Возможна ли неудача?

Возможна! Об этом здесь говорят все и предупреждают, и гадают все, какие вопросы могут там возникнуть, какие ответы должны быть даны. Как себя вести, как и с кем говорить. Устал я, слишком устал и перенапряжен, чтоб попасть на столь ответственный и рискованный участок работы. Рискованный в смысле того, чтобы не сорвать главного и основного — объединить все для борьбы, с фашизмом, поднять еврейские массы на эту борьбу, создать движение помощи тамошних еврейских масс нашей Красной Армии в ее святом и страшном бое с фашизмом.

Робею дико.

А там сейчас ситуация не из легких. Сейчас, когда я знакомлюсь с тамошней прессой, я убеждаюсь, до чего далеки они от нас, до чего отстали, до чего мишура личного, стяжательного затмевает главное, ослепляет людей, и они перестают видеть, какие пропасти зияют у самых их ног, какие западни расставлены и подстерегают их вместе с их мишурным, неверным, неустойчивым „благополучием“.

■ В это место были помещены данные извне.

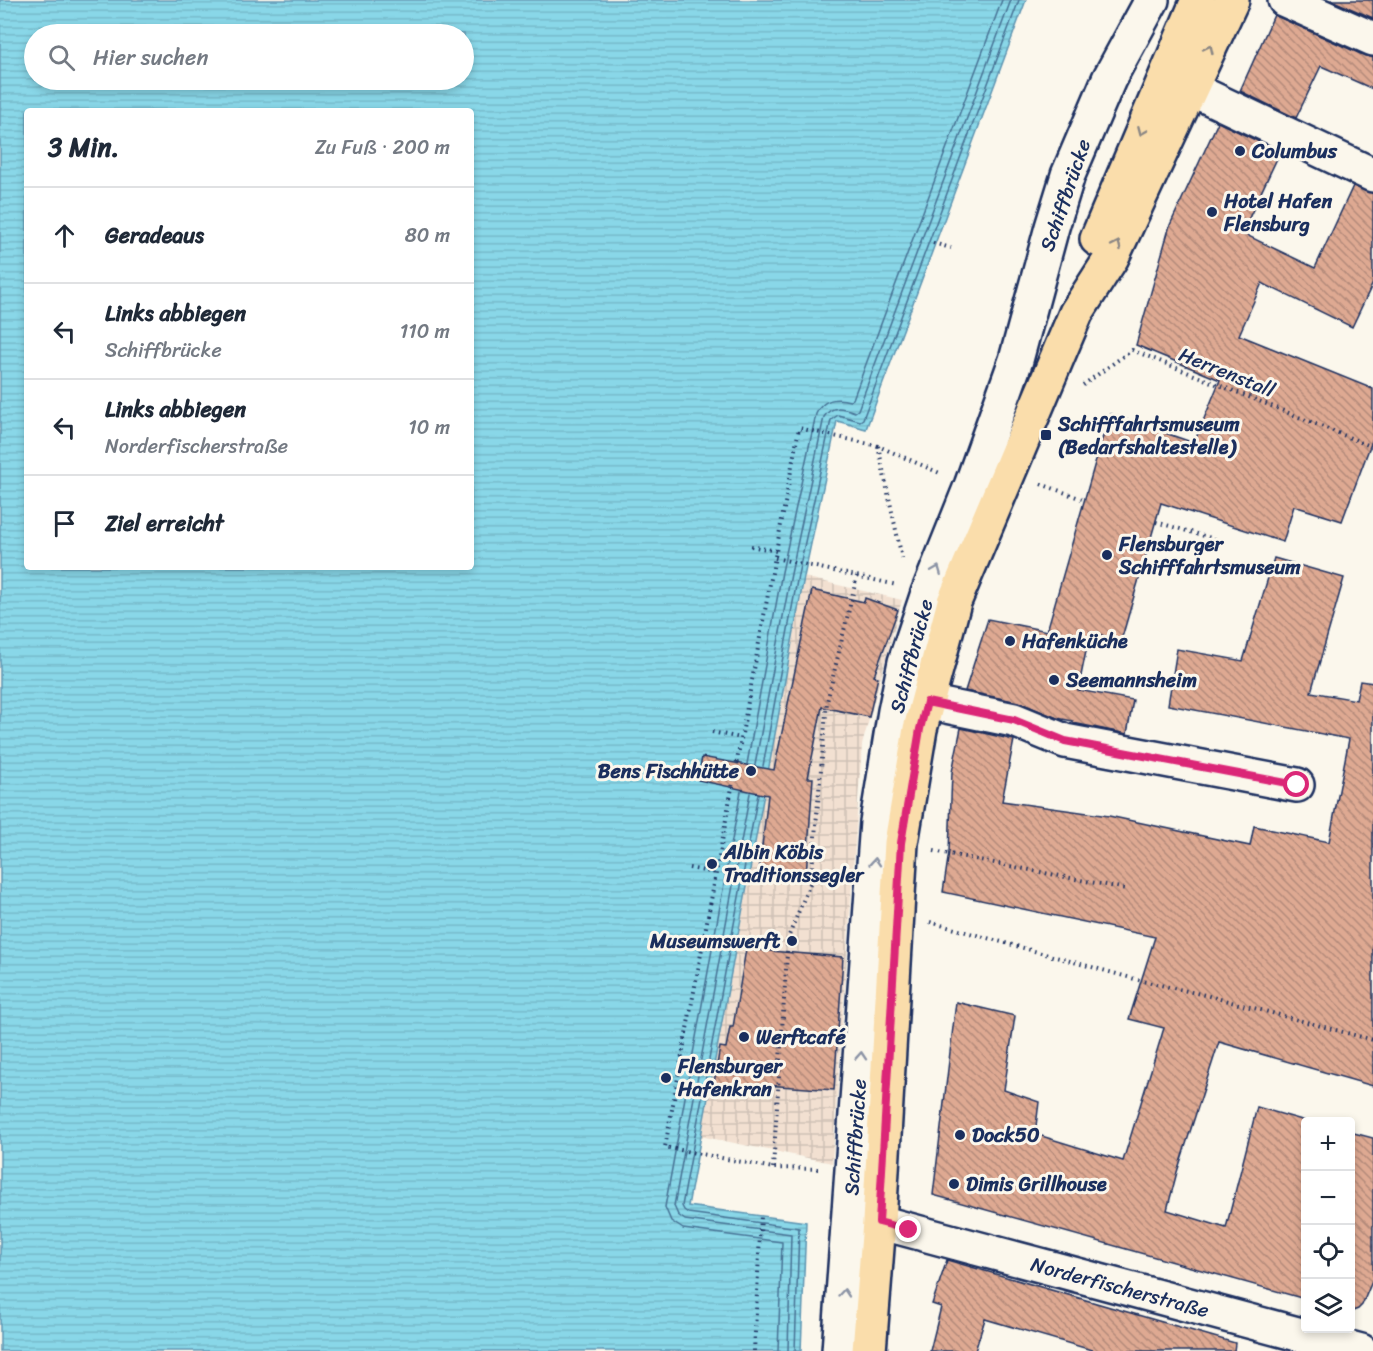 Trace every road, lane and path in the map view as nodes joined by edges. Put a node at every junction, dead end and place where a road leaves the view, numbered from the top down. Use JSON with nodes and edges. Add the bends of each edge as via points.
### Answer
{"nodes":[{"id":1,"x":1152,"y":0,"type":"edge"},
{"id":2,"x":1198,"y":0,"type":"edge"},
{"id":3,"x":1232,"y":0,"type":"edge"},
{"id":4,"x":1285,"y":0,"type":"edge"},
{"id":5,"x":1373,"y":39,"type":"edge"},
{"id":6,"x":1178,"y":83,"type":"junction"},
{"id":7,"x":1373,"y":175,"type":"edge"},
{"id":8,"x":933,"y":243,"type":"dead end"},
{"id":9,"x":951,"y":248,"type":"dead end"},
{"id":10,"x":1075,"y":387,"type":"dead end"},
{"id":11,"x":878,"y":446,"type":"junction"},
{"id":12,"x":1373,"y":447,"type":"edge"},
{"id":13,"x":1009,"y":471,"type":"junction"},
{"id":14,"x":949,"y":477,"type":"dead end"},
{"id":15,"x":1085,"y":500,"type":"dead end"},
{"id":16,"x":1156,"y":522,"type":"dead end"},
{"id":17,"x":1218,"y":540,"type":"dead end"},
{"id":18,"x":751,"y":546,"type":"dead end"},
{"id":19,"x":776,"y":551,"type":"junction"},
{"id":20,"x":775,"y":558,"type":"junction"},
{"id":21,"x":904,"y":566,"type":"dead end"},
{"id":22,"x":857,"y":576,"type":"junction"},
{"id":23,"x":898,"y":585,"type":"dead end"},
{"id":24,"x":927,"y":702,"type":"junction"},
{"id":25,"x":712,"y":732,"type":"dead end"},
{"id":26,"x":741,"y":738,"type":"junction"},
{"id":27,"x":1297,"y":785,"type":"dead end"},
{"id":28,"x":934,"y":840,"type":"dead end"},
{"id":29,"x":933,"y":850,"type":"junction"},
{"id":30,"x":932,"y":862,"type":"dead end"},
{"id":31,"x":689,"y":868,"type":"dead end"},
{"id":32,"x":716,"y":873,"type":"junction"},
{"id":33,"x":1126,"y":889,"type":"dead end"},
{"id":34,"x":928,"y":933,"type":"dead end"},
{"id":35,"x":674,"y":939,"type":"dead end"},
{"id":36,"x":703,"y":945,"type":"junction"},
{"id":37,"x":1373,"y":1040,"type":"edge"},
{"id":38,"x":773,"y":1168,"type":"junction"},
{"id":39,"x":826,"y":1169,"type":"dead end"},
{"id":40,"x":761,"y":1216,"type":"dead end"},
{"id":41,"x":879,"y":1222,"type":"junction"},
{"id":42,"x":1373,"y":1344,"type":"edge"},
{"id":43,"x":754,"y":1351,"type":"edge"},
{"id":44,"x":839,"y":1351,"type":"edge"},
{"id":45,"x":869,"y":1351,"type":"edge"},
{"id":46,"x":1361,"y":1351,"type":"edge"},
{"id":47,"x":1370,"y":1351,"type":"edge"}],
"edges":[{"from":44,"to":1,"type":"street","name":"Schiffbrücke","one_way":true,"via":[[877,822],[905,662],[1016,360],[1068,176],[1108,80]]},
{"from":2,"to":6,"type":"main road","name":"Schiffbrücke"},
{"from":6,"to":3,"type":"main road","name":"Schiffbrücke","one_way":true},
{"from":4,"to":5,"type":"street"},
{"from":6,"to":7,"type":"street"},
{"from":6,"to":13,"type":"main road","name":"Schiffbrücke","via":[[1112,257],[1076,313]]},
{"from":8,"to":9,"type":"path"},
{"from":10,"to":12,"type":"path","name":"Herrenstall","via":[[1132,350]]},
{"from":11,"to":14,"type":"path"},
{"from":11,"to":19,"type":"path","via":[[799,428]]},
{"from":11,"to":21,"type":"path"},
{"from":13,"to":15,"type":"path"},
{"from":13,"to":24,"type":"main road","name":"Schiffbrücke","via":[[954,602]]},
{"from":16,"to":17,"type":"path"},
{"from":18,"to":19,"type":"path"},
{"from":19,"to":20,"type":"path"},
{"from":20,"to":22,"type":"path"},
{"from":20,"to":26,"type":"path"},
{"from":22,"to":23,"type":"path"},
{"from":22,"to":38,"type":"path","via":[[827,702],[811,881],[788,938]]},
{"from":24,"to":27,"type":"street","via":[[1014,720],[1065,741]]},
{"from":24,"to":41,"type":"main road","name":"Schiffbrücke","via":[[901,843]]},
{"from":25,"to":26,"type":"path"},
{"from":26,"to":32,"type":"path"},
{"from":28,"to":29,"type":"path"},
{"from":29,"to":30,"type":"path"},
{"from":29,"to":33,"type":"path"},
{"from":31,"to":32,"type":"path"},
{"from":32,"to":36,"type":"path"},
{"from":34,"to":37,"type":"path","via":[[929,922]]},
{"from":35,"to":36,"type":"path"},
{"from":36,"to":38,"type":"path","via":[[665,1147]]},
{"from":38,"to":39,"type":"path"},
{"from":40,"to":43,"type":"path"},
{"from":41,"to":45,"type":"main road","name":"Schiffbrücke"},
{"from":41,"to":46,"type":"street","name":"Norderfischerstraße"},
{"from":42,"to":47,"type":"street"}]}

Прости, что я так долго тебя этим занимаю. Но все это вдруг стало мною. Все это стало личным, все это посвящаю тебе и детям. Тоска моя по тебе достигла предела…»

Еще одно письмо:

«Итак, мы в Тегеране. Особое издание Ташкента… Мы едем дальше к цели нашего путешествия, которая волнует своим содержанием, ответственностью. Несмотря на это, все полно тем, что я оставил.

Но именно здесь, в этом далеко-недалеком „далеке“, чувствуешь с необыкновенной силой, еще ярче, еще глубже, еще взволнованнее то, что принадлежит нам с тобою вместе, любимая, вместе и нераздельно, чувствуешь свою родную страну, свою Москву, дом свой, родину, вот все то, к чему мы так привыкли и к чему не следует „привыкать“, как нельзя и невозможно привыкнуть к любви. И как ты неправа была, когда утверждала, что ты у меня на четвертом месте после народа, театра и Талки!

В день отъезда я понял, что все неразрывно и слито воедино и одно без другого пустеет, теряет свой смысл. И народ, и театр, и Талка-Нинка-Варька — все это мы с тобою, мы вместе, в каком бы порядке ни перечислять всего. Дома за диваном найдешь пакетик. Я пытался скрасить минуту, когда войдешь в комнату впервые без меня.

Совсем твой Миха».

Прошло всего две недели:

«Асика, любимая, родная!

Судьбе было угодно, чтобы я вместе с моим спутником проторчал здесь, в Тегеране, целых 18–19 дней в ожидании самолета, который наконец отправляется завтра. Я здесь чуть с ума не сошел от досады. Нервничал и думал, что придется, подобно Вениамину III, кружась вокруг да около, вернуться. Я шучу, конечно. Меня мучило сознание долга. Необходимости выполнить то, что доверено, исполнить дело совести, а мы сидим и бездействуем! Это было ужасно!..»

Одно из писем, посланных Анастасии Павловне, заканчивалось словами: «У меня чувство, что я состарился лет на 10». И было это еще до прибытия в США.